Exercise requirements =
Copy out all lines of the material below in which "Answer" occurs.

Task inputs =

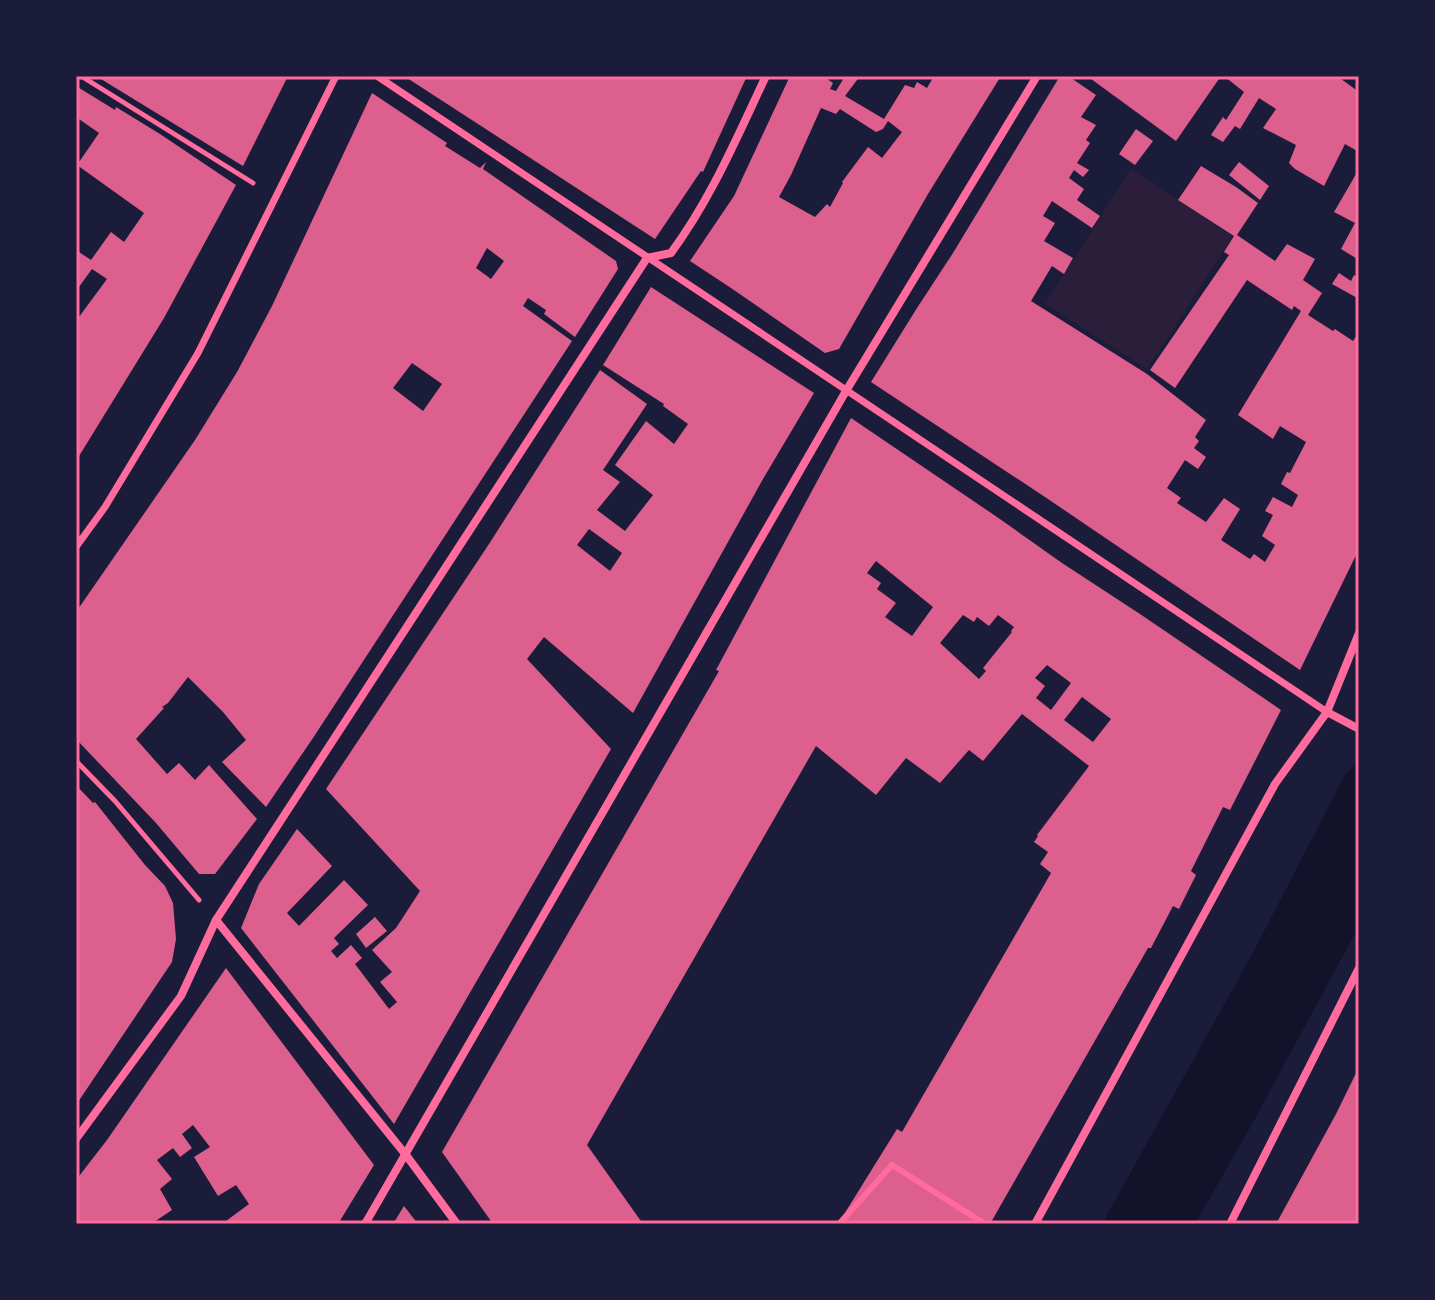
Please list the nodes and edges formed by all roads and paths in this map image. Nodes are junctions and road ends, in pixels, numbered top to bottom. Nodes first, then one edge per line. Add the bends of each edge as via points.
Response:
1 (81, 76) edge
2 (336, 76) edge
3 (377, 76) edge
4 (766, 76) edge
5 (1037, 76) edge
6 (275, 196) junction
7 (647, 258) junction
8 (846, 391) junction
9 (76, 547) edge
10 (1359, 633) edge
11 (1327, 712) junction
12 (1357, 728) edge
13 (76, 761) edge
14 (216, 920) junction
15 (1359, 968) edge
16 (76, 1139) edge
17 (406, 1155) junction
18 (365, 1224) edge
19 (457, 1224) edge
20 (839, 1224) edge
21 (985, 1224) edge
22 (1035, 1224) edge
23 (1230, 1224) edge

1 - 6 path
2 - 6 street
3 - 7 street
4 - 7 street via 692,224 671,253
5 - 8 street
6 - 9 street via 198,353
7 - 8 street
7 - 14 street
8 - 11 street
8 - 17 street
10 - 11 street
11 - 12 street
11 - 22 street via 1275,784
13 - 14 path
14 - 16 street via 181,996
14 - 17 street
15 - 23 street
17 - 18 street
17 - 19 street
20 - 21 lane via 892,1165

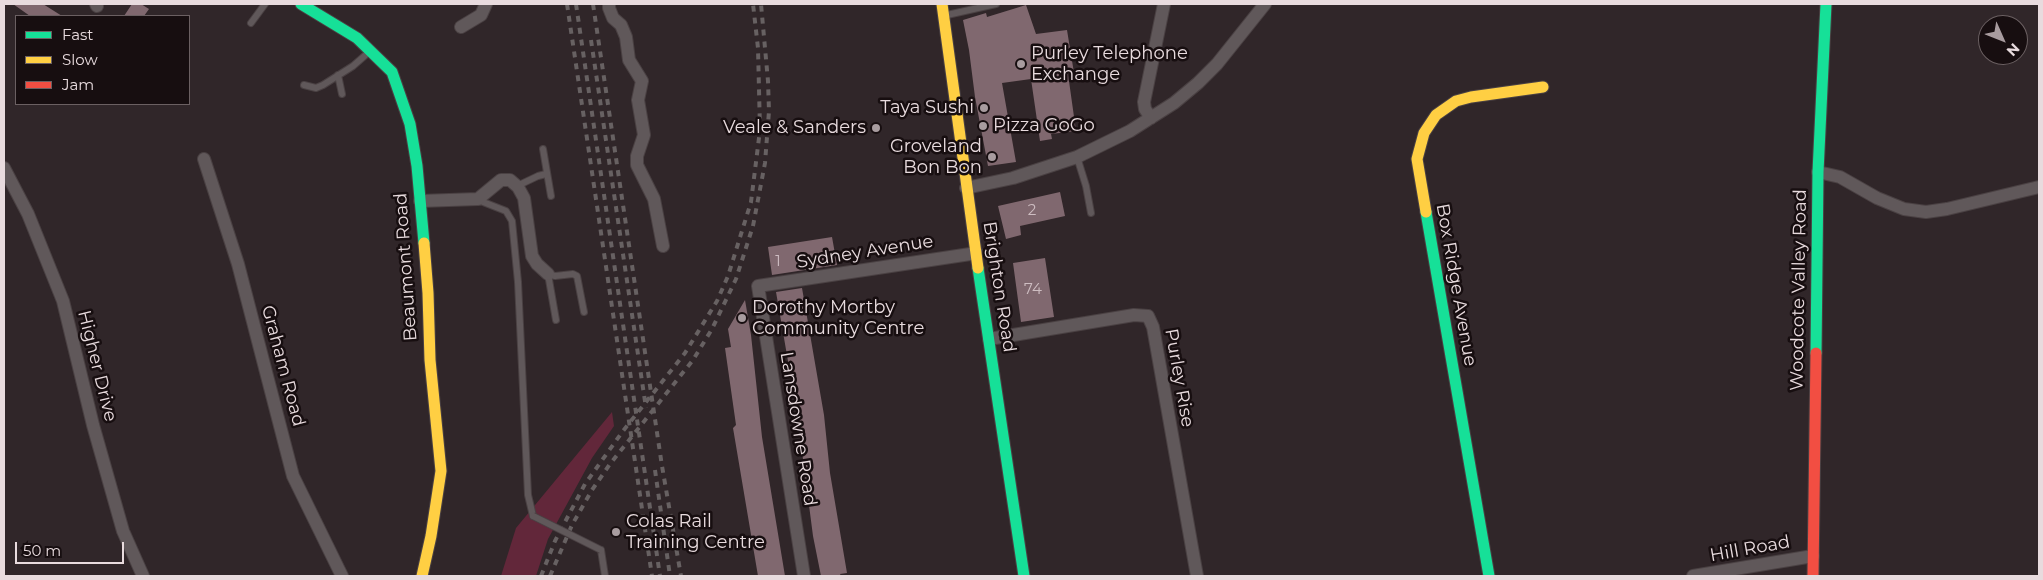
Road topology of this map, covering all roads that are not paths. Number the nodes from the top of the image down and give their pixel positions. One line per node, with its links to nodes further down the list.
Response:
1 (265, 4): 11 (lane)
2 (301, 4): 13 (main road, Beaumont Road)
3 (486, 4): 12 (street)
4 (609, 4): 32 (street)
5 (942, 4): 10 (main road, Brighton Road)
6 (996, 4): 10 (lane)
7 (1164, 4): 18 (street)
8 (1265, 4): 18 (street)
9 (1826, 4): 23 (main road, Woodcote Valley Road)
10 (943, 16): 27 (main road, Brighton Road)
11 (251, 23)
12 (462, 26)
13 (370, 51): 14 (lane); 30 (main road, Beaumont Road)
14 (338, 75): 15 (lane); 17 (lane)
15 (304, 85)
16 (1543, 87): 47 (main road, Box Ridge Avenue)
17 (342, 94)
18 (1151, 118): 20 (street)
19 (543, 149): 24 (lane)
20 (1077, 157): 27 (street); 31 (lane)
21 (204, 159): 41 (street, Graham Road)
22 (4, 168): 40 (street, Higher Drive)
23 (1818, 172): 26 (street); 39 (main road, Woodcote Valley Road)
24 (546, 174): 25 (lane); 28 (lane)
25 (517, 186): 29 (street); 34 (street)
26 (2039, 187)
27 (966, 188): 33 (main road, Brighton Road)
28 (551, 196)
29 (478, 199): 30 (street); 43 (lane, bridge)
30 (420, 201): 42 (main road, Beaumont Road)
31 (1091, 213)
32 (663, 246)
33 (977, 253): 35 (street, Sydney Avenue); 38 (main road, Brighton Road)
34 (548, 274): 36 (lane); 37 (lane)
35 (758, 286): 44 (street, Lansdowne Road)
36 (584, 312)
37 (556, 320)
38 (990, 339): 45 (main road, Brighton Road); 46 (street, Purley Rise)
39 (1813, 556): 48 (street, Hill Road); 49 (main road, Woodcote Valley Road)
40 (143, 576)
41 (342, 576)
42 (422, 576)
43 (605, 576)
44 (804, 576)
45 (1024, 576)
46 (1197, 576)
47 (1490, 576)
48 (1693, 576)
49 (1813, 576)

==

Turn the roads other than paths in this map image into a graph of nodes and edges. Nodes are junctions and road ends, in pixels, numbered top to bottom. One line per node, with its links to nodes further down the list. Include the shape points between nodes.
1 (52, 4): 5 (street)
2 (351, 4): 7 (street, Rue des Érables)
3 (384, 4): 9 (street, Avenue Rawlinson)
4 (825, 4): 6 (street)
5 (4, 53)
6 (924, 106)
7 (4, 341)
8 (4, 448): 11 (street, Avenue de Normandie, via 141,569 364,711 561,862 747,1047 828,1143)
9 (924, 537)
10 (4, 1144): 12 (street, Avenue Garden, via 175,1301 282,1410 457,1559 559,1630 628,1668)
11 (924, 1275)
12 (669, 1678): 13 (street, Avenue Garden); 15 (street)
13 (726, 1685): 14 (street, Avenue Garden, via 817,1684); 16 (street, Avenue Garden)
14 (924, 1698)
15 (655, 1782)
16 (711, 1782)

...

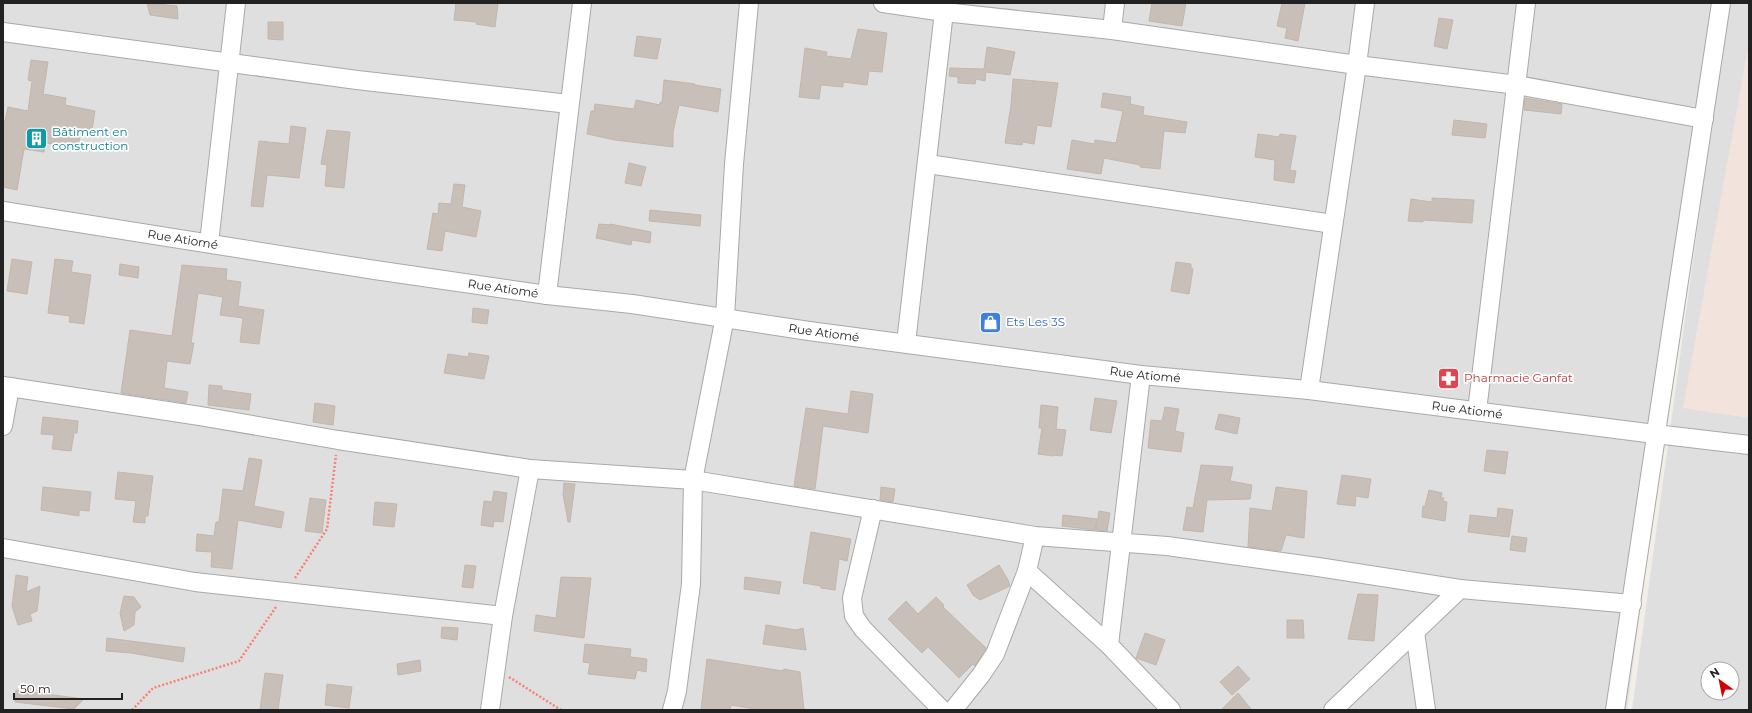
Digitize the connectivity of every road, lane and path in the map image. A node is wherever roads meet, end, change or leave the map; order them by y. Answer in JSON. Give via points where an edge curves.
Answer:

Result of this exercise =
Digitize the connectivity of every road, lane and path in the map image. A node is wherever roads meet, end, change or leave the map; order them by y. Answer in JSON. Give via points where an edge curves.
Answer:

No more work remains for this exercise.